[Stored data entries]
⟨

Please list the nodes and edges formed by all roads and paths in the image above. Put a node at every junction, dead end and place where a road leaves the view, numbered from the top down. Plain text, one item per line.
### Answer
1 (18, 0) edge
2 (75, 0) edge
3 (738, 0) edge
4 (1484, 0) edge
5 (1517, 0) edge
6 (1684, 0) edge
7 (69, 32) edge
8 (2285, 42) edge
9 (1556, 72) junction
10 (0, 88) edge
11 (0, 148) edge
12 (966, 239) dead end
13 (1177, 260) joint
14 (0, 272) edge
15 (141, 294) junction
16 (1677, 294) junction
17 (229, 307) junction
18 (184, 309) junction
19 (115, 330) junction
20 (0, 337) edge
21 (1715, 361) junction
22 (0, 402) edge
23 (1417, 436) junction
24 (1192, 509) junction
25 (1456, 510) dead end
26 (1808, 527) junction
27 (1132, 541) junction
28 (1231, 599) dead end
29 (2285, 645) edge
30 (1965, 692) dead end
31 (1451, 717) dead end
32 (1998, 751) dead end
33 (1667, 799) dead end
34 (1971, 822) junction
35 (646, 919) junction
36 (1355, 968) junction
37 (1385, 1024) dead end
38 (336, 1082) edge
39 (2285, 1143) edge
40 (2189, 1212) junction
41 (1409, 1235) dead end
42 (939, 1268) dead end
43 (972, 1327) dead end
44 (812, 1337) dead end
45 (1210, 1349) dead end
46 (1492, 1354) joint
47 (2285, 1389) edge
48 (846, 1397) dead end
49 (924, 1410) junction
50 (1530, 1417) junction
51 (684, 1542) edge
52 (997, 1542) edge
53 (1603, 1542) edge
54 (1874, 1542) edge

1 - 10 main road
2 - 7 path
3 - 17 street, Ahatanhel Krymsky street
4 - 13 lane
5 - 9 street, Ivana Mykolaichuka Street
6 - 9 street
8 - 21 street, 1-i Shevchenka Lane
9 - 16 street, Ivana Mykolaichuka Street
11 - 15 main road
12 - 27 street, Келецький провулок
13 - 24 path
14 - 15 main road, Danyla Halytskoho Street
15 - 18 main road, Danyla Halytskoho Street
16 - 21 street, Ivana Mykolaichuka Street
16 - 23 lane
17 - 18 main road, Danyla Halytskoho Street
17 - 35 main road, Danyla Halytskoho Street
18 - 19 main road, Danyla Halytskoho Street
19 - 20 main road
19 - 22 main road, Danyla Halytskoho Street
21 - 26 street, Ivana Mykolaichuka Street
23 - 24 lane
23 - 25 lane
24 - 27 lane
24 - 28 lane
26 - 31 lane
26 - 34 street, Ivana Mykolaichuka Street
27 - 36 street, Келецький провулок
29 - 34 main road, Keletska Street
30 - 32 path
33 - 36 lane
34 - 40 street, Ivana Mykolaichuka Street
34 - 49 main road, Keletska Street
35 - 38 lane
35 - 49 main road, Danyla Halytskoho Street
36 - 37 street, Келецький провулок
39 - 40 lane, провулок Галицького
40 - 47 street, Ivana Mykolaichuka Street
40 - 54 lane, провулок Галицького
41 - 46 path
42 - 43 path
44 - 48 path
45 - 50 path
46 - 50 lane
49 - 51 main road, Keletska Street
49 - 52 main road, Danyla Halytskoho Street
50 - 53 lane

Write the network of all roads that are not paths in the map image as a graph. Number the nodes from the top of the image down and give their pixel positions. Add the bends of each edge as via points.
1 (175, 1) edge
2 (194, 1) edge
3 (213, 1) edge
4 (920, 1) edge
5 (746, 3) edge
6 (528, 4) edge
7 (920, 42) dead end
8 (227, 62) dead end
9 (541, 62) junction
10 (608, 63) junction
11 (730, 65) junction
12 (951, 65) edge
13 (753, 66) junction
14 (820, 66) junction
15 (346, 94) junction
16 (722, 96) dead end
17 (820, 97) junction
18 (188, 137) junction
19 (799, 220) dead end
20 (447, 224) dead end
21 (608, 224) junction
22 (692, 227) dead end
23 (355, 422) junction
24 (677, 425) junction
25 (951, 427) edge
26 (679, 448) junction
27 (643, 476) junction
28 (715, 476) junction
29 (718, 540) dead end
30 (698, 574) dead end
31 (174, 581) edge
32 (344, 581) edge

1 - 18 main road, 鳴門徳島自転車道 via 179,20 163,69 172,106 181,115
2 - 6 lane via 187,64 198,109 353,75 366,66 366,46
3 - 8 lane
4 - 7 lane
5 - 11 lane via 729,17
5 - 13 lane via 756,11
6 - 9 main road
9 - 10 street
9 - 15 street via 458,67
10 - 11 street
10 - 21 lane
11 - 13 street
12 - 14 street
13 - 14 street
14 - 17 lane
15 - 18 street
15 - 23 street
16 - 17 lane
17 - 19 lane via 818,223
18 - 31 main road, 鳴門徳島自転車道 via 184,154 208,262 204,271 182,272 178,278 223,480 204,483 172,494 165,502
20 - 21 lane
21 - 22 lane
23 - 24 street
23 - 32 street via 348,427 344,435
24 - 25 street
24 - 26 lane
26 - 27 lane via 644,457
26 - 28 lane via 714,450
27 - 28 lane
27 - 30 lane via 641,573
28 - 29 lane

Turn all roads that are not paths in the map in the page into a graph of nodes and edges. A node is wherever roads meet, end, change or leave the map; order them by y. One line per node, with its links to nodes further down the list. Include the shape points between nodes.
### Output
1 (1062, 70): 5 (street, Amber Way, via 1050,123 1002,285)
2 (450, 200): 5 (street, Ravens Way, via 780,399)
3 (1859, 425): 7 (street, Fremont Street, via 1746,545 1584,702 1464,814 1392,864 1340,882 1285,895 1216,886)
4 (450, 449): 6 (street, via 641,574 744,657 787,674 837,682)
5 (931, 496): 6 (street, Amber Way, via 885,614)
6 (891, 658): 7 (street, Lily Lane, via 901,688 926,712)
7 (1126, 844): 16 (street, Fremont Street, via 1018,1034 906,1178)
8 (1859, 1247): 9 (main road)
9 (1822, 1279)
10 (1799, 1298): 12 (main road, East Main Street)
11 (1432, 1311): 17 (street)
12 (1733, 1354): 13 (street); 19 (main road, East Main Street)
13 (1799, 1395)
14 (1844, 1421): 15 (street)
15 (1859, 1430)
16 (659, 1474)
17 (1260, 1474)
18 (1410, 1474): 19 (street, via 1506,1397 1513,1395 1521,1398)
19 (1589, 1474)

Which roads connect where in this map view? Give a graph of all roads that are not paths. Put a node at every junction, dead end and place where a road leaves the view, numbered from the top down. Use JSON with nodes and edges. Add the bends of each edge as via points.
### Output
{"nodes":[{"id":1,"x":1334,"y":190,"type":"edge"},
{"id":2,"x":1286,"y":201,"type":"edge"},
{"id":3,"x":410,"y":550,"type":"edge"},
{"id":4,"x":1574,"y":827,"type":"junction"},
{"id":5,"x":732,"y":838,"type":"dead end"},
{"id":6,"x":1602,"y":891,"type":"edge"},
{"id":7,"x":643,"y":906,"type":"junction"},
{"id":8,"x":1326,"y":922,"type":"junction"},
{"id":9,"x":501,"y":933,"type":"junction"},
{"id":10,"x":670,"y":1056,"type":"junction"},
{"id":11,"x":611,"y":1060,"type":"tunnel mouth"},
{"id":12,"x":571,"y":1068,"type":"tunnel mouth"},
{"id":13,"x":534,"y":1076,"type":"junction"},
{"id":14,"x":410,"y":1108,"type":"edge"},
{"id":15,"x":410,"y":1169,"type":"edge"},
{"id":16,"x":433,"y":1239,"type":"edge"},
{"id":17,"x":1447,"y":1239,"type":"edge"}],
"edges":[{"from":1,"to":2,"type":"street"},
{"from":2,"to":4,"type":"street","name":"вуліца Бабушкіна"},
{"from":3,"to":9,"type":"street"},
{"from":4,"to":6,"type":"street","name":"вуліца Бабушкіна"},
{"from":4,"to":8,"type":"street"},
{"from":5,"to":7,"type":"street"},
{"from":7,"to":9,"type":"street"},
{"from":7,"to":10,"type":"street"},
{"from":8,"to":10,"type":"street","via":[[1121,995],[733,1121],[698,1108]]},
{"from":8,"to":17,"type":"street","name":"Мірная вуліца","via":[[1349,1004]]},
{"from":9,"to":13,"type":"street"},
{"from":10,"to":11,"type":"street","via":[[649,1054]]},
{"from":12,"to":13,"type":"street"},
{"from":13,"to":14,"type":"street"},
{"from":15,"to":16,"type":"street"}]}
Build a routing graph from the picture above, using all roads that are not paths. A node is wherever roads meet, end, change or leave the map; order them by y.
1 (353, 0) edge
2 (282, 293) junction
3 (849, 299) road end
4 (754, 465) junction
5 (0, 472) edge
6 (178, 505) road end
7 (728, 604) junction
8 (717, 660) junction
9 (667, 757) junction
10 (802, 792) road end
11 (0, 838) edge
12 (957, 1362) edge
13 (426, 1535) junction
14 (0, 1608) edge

⟩

Exercise aim
Return every line of the records in which the word "Amber" is found.

The completed task
1 (1062, 70): 5 (street, Amber Way, via 1050,123 1002,285)
5 (931, 496): 6 (street, Amber Way, via 885,614)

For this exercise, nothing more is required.